Cambodia is facing tariffs of 49 per cent that will hurt its garment and footwear industries.

“The ultimate goal is to drive investment into the United States, said Miller, the international trade consultant.

Failing that, nearshoring could be also desired from Washington’s perspective. Miller noted the more modest tariffs applied to Honduras and El Salvador, where the textile and apparel industries are important job creators.

“In essence, the underlying incentive is to favour Central American apparel production,” he said.

Both Honduras and El Salvador, among other Latin American countries, appear to be co-operating with the Trump administration on another one of its stated priorities — driving out illegal migrants — potentially keeping them in good favour with the administration.

Tariffs, key executive order for China to face

For China, Trump’s tariff salvos could halt a largely export-led recovery underway since the COVID-19 was no longer considered an international emergency.

China was hit with a 34 per cent tariff, on top of the 20 per cent he previously imposed earlier this year, bringing the total new levies to 54 per cent and close to the 60 per cent figure Trump had threatened while on the campaign trail.

Chinese exporters, like those from other economies around the world, will face a 10 per cent baseline tariff, as part of the new 34 per cent levy, on almost all goods shipped to the world’s largest consumer economy from Saturday before the remaining, higher “reciprocal tariffs” take effect from April 9.

Rows and rows of boxes are shown from an elevated view in a factory, with a man looking at the direction of the camera.
A drone view shows the warehouse of his Midnight Charm Garment factory in Guanyun county of Lianyungang, Jiangsu province on Nov. 25, 2024. While the U.S. tariffs have attracted the most attention, an executive order President Donald Trump signed Wednesday could also impact China. (Florence Lo/Reuters)

The average U.S. tariff on Chinese goods will be 76 per cent, according to Chad Brown, senior fellow at the Peterson Institute for International Economics and chief economist at the State Department for the last year of the Biden administration.
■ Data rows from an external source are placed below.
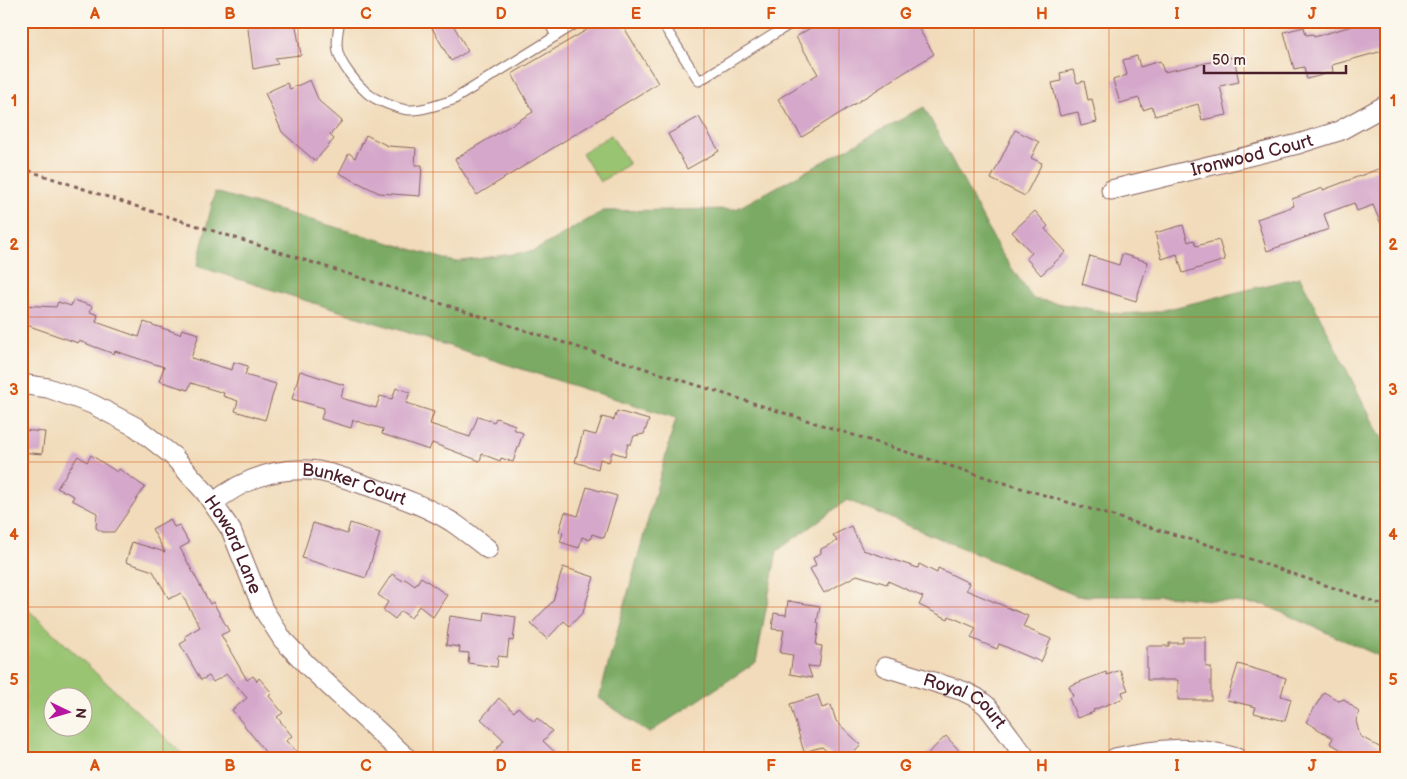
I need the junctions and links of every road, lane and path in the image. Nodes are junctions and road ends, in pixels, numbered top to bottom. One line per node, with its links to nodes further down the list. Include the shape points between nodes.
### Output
1 (340, 21): 6 (lane, via 338,52 349,73 368,94 410,111 453,100)
2 (548, 21): 6 (lane)
3 (580, 21): 6 (lane)
4 (794, 21): 5 (lane, via 699,81)
5 (665, 23)
6 (556, 36)
7 (1386, 105): 9 (street, Ironwood Court, via 1339,131 1298,144)
8 (21, 168): 13 (path, via 988,478 1214,547)
9 (1111, 190)
10 (21, 384): 11 (street, Howard Lane, via 48,388 92,404 136,427 173,456)
11 (212, 503): 12 (street, Bunker Court, via 256,477 282,471 309,470 412,501 452,522); 15 (street, Howard Lane, via 231,530 263,609 283,640)
12 (488, 549)
13 (1386, 606)
14 (885, 667): 16 (street, Royal Court, via 977,698 992,712)
15 (407, 758)
16 (1026, 758)
17 (1114, 758): 18 (street, via 1173,748 1215,752)
18 (1237, 758)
Despite, the eye-popping numbers, William Hurst, the Chong Hua Professor of Chinese Development at the University of Cambridge, said the impacts on China won’t be uniform.

“Trump’s tariffs certainly won’t help Chinese firms and will cause some real pain in some sectors, but they don’t make any definitive mark on the Chinese economy,” said Hurst.

“The American tariffs will spur more Chinese trade with other places, from Europe to Southeast Asia and Africa,” he added.

The uneven impact Hurst spoke of could felt in another measure Trump signed on Wednesday, which closed a trade loophole known as de minimis that has allowed low-value packages from China and Hong Kong to enter the U.S. duty free.

“The reason it’s gone away is because companies like Temu and Shein, which were founded in China, have become absolutely massive exporters direct from Chinese factories to U.S. consumers and all of these goods come in valued at less than $800,” Miller told CBC.

Taiwan feels superpower threats

For Taiwan — hit with a 32 per cent duty — Trump’s announcement came hours after the end of the latest round of Chinese war games around Taiwan. Beijing claims the territory as its own despite the objections of Taipei’s government.

Taiwan’s exports to and its large trade surplus with the United States have increased because of U.S. demand for semiconductors and artificial intelligence-related products, as well as Trump’s first-term tariffs and controls on China.

Taiwan is home to major chipmaker TSMC, which last month announced a new $100 billion investment in the United States.

The U.S. tariffs, however, do not apply to semiconductors.

Taiwan’s cabinet said in a statement that it would seek clarification and continue talks with Washington.